For much of the 20th century, John Lewis and Marks & Spencer didn’t have to try that hard.
If you wanted a new shirt that wouldn’t fall apart, or your tablecloth was looking threadbare, there weren’t many other options.
Cut-price rivals and the internet put paid to all that. Belatedly, the old behemoths realised they’d too many stores selling goods in antiquated, inefficient ways.
M&S woke up first, and now John Lewis, too, with tough new bosses finally shaking up their businesses by the scruff of the neck.
It’s hard to take issue with much in today’s update from the latter.

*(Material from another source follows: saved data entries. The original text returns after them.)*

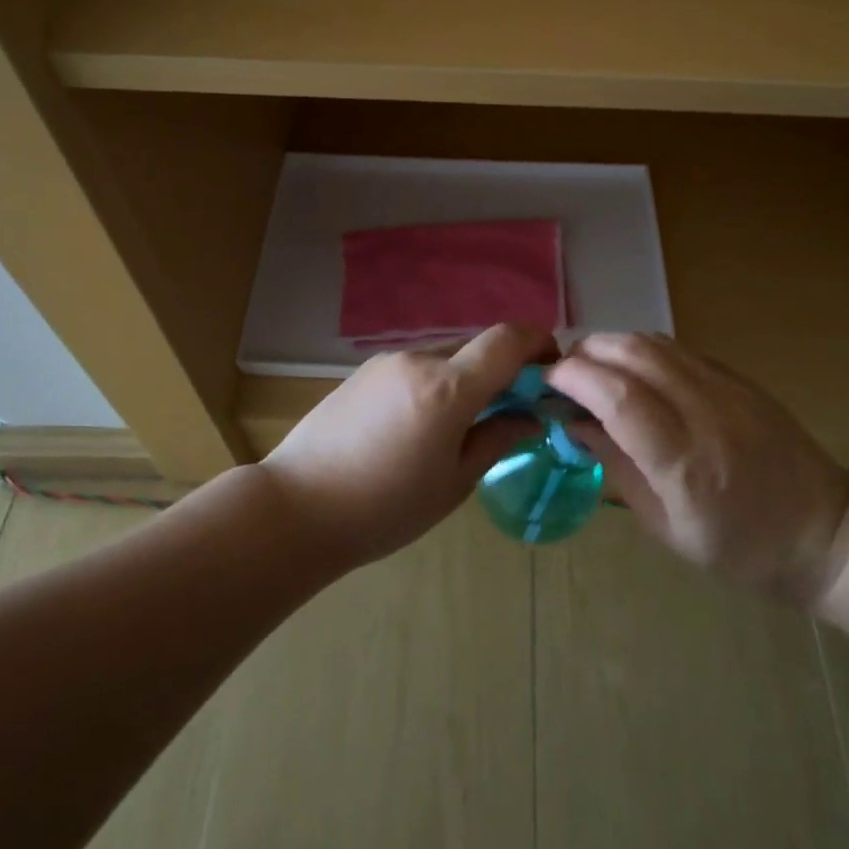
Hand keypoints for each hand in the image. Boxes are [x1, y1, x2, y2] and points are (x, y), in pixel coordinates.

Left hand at [257, 324, 556, 565]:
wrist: (297, 508)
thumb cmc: (385, 507)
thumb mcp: (453, 483)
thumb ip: (496, 439)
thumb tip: (527, 417)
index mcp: (448, 388)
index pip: (506, 340)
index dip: (537, 343)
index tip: (551, 368)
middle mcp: (419, 361)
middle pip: (476, 349)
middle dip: (501, 371)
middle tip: (508, 411)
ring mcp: (386, 363)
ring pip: (444, 358)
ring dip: (465, 379)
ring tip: (458, 427)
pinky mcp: (362, 373)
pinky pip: (414, 368)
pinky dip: (434, 384)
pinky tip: (418, 426)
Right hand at [547, 334, 848, 603]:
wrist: (822, 533)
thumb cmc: (737, 548)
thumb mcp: (665, 527)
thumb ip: (617, 467)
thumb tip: (574, 423)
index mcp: (684, 464)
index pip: (619, 397)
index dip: (574, 378)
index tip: (546, 382)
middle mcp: (706, 413)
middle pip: (634, 353)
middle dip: (586, 353)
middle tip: (564, 373)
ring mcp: (728, 389)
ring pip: (655, 341)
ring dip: (612, 345)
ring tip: (592, 368)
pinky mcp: (740, 378)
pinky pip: (678, 349)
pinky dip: (642, 350)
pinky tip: (632, 372)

If Sharon White really can turn this year’s zero profit into
£400 million, good luck to her. The buy-to-rent property development plan seems smart. Tesco, Sainsbury and Morrisons have been developing out their stores successfully for years.
Furniture renting and resale is an interesting idea, too, albeit one borrowed from the grim years of postwar thrift.
For some of the new measures, it’s gobsmacking the group hasn’t been doing it already. White boasts that you can now buy John Lewis Christmas trees in Waitrose. Well, why did that take 90 years?
But there are some holes; if it really is to sell 70% of department stores’ goods online, White will have to close a lot more shops.
Second, she says she’ll ditch Never Knowingly Undersold and replace it next year (it costs too much money). So, what can be as effective as that brilliant, historic marketing message?
Finally, its customer service isn’t as special as White thinks. She has to improve it with staff who’s bonuses she’s just killed. Tricky.